### What to work on
Scan the listing below. Return every line containing the string "Vargas".

### Data for this task
____________________
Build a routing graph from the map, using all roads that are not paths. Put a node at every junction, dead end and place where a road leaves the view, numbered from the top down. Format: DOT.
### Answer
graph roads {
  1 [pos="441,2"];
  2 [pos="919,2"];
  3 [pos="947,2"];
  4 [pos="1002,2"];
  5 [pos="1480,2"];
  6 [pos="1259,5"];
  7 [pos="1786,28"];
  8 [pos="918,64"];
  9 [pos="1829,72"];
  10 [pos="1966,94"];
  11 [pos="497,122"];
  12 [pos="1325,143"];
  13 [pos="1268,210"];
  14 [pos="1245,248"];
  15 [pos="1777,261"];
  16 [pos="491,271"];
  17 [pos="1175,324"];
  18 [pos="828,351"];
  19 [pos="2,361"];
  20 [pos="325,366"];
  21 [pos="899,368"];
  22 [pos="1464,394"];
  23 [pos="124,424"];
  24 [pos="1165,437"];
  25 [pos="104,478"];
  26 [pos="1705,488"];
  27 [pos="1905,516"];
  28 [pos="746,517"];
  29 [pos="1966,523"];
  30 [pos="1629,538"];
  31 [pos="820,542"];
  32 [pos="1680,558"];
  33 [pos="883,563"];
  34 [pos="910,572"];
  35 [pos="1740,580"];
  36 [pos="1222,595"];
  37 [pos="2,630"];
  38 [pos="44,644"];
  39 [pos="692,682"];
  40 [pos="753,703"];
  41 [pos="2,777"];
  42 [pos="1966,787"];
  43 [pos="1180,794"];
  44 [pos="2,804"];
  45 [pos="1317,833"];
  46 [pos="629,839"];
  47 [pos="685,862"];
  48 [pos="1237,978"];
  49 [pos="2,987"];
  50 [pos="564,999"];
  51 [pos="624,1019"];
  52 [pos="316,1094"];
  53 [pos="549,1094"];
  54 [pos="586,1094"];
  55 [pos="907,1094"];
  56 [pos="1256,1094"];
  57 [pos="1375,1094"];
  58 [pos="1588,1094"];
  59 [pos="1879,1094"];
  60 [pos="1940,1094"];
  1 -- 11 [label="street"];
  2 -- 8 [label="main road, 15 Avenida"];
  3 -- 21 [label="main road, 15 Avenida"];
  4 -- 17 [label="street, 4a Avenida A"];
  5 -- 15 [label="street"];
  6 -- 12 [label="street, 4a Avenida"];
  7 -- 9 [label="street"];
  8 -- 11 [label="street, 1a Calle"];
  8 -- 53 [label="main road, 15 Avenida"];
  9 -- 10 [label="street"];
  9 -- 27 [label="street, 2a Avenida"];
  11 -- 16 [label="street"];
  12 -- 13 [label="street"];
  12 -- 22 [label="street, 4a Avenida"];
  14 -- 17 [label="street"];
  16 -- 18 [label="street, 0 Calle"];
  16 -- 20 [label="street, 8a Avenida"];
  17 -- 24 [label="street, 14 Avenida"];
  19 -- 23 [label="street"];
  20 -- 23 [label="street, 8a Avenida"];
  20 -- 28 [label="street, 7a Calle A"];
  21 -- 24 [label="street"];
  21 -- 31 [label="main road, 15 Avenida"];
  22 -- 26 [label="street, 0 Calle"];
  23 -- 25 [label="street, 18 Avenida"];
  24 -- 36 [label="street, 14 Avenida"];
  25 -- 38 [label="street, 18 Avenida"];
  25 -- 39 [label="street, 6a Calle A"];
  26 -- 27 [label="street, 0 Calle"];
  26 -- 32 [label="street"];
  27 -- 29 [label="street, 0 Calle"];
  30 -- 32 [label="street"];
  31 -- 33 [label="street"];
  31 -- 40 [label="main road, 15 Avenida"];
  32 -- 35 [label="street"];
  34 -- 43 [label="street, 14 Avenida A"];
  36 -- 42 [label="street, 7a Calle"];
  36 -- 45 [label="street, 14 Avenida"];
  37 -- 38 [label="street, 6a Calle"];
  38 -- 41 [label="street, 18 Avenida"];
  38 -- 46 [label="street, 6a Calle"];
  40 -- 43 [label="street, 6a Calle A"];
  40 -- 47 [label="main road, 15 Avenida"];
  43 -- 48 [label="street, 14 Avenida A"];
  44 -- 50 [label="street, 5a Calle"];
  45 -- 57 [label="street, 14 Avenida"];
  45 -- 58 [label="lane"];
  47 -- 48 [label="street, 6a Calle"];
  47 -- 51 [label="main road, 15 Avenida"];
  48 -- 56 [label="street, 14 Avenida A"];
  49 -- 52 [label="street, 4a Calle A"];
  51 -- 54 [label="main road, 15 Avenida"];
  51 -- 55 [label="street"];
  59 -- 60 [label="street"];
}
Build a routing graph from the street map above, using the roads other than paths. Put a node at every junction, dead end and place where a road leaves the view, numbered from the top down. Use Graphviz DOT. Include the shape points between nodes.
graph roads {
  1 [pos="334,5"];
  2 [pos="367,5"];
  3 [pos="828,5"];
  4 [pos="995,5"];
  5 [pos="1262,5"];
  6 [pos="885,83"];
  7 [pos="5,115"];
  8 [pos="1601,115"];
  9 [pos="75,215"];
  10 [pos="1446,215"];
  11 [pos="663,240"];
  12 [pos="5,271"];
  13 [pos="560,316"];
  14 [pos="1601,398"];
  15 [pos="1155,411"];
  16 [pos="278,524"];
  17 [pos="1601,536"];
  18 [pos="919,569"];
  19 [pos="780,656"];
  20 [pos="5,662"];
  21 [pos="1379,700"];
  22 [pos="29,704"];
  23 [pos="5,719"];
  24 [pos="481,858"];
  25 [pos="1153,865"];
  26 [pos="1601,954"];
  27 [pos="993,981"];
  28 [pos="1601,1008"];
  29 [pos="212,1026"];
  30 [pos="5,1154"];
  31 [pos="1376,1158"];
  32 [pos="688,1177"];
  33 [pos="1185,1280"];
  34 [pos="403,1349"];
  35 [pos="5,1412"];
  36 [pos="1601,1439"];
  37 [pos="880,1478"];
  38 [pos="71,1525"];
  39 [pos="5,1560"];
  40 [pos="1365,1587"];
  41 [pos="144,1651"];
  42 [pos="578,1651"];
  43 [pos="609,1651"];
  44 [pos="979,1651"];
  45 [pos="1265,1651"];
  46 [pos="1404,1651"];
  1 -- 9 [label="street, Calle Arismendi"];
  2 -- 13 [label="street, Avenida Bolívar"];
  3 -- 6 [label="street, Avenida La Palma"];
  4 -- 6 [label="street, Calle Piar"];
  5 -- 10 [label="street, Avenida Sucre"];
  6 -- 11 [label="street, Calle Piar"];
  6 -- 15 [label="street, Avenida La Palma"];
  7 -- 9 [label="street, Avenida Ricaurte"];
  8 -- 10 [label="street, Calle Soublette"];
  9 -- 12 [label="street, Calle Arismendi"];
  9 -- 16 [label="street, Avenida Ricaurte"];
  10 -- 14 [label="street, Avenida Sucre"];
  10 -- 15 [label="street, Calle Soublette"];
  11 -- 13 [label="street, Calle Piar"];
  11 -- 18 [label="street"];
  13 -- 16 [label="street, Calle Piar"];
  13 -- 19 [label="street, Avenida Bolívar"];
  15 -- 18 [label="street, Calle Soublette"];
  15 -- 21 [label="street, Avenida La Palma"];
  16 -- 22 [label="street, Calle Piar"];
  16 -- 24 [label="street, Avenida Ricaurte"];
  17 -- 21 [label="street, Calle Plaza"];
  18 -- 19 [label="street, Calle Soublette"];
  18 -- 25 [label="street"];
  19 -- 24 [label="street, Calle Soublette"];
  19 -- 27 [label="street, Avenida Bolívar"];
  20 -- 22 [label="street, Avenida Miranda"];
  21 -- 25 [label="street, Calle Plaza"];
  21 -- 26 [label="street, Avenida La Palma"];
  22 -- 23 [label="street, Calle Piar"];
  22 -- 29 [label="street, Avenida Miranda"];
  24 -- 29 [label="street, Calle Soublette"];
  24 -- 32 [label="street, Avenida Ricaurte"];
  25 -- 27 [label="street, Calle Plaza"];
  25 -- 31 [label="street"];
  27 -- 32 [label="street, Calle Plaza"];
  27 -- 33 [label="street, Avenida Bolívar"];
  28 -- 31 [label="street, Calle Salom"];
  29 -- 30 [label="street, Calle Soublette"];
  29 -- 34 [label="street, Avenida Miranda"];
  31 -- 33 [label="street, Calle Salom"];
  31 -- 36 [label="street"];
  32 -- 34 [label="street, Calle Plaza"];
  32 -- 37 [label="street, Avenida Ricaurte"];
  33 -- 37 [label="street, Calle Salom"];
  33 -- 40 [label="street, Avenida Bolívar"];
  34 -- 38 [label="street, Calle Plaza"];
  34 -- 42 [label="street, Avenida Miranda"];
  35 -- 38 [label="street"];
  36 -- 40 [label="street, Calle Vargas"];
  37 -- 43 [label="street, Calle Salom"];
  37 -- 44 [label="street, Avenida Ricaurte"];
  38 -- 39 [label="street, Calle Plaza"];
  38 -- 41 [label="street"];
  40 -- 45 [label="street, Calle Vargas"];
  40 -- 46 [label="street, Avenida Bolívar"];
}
____________________
### Result of the task
  36 -- 40 [label="street, Calle Vargas"];
  40 -- 45 [label="street, Calle Vargas"];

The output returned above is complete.